* **REQUIREMENT**
Show each line of the records in which the word "Martin" occurs.

..........

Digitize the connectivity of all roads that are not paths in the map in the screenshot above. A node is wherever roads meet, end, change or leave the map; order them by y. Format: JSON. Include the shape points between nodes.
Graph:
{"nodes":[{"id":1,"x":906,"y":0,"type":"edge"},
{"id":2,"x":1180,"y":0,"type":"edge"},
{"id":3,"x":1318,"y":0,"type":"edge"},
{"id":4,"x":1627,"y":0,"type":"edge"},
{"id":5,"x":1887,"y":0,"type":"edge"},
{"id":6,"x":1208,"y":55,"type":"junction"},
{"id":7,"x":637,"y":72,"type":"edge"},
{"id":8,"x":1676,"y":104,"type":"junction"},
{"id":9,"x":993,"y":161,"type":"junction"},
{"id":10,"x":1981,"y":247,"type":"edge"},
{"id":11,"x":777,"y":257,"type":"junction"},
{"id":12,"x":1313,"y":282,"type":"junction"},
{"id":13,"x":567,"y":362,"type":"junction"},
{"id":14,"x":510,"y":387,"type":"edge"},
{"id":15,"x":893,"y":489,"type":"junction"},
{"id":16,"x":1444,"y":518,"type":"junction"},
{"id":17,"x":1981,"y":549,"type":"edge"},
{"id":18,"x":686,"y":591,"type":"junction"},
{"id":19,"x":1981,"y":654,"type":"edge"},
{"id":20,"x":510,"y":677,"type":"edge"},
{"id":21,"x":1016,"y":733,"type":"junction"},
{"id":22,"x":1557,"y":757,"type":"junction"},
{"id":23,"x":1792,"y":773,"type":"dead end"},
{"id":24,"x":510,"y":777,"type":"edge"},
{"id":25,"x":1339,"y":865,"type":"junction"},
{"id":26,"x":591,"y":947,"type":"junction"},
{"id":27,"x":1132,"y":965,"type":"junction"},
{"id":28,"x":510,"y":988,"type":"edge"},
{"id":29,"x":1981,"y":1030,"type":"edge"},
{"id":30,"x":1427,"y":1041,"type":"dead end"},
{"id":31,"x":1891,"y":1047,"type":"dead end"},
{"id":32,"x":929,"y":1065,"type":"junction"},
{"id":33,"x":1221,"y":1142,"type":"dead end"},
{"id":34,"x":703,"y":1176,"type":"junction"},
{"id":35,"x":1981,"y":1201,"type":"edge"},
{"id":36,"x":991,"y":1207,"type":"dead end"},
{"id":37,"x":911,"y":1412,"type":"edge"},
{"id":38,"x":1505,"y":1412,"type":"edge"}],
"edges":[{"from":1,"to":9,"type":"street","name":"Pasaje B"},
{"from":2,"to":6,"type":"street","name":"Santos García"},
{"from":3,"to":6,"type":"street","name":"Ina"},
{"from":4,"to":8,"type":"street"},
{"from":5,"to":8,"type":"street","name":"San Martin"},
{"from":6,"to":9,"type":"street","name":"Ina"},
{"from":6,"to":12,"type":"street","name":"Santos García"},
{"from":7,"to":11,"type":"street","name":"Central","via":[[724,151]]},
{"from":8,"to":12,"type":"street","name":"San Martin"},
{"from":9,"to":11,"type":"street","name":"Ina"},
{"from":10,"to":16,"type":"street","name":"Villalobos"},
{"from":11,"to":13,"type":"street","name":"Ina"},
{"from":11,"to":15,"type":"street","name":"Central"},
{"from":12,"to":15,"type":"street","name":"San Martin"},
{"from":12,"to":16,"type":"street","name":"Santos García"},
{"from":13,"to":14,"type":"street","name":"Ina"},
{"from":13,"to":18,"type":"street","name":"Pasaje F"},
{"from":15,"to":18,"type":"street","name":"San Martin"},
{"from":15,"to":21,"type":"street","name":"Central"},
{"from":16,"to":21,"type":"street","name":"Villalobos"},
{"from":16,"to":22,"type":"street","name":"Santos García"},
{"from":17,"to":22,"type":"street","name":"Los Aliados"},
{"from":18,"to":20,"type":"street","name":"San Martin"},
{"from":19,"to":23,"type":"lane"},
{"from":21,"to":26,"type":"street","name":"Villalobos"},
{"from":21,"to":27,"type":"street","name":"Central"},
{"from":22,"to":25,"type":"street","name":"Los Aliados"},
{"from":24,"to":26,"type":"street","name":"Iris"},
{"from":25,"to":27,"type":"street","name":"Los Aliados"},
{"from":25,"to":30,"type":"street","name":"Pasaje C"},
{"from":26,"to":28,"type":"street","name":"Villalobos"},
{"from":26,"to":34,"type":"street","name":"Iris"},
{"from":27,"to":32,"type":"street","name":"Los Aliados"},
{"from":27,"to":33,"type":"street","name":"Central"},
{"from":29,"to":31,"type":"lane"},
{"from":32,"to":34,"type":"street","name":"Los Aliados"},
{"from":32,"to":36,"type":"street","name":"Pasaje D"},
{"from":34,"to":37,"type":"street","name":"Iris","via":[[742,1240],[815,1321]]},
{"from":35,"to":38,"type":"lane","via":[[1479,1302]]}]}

..........

* **WRITTEN SOLUTION**
{"from":5,"to":8,"type":"street","name":"San Martin"},
{"from":8,"to":12,"type":"street","name":"San Martin"},
{"from":12,"to":15,"type":"street","name":"San Martin"},
{"from":15,"to":18,"type":"street","name":"San Martin"},
{"from":18,"to":20,"type":"street","name":"San Martin"},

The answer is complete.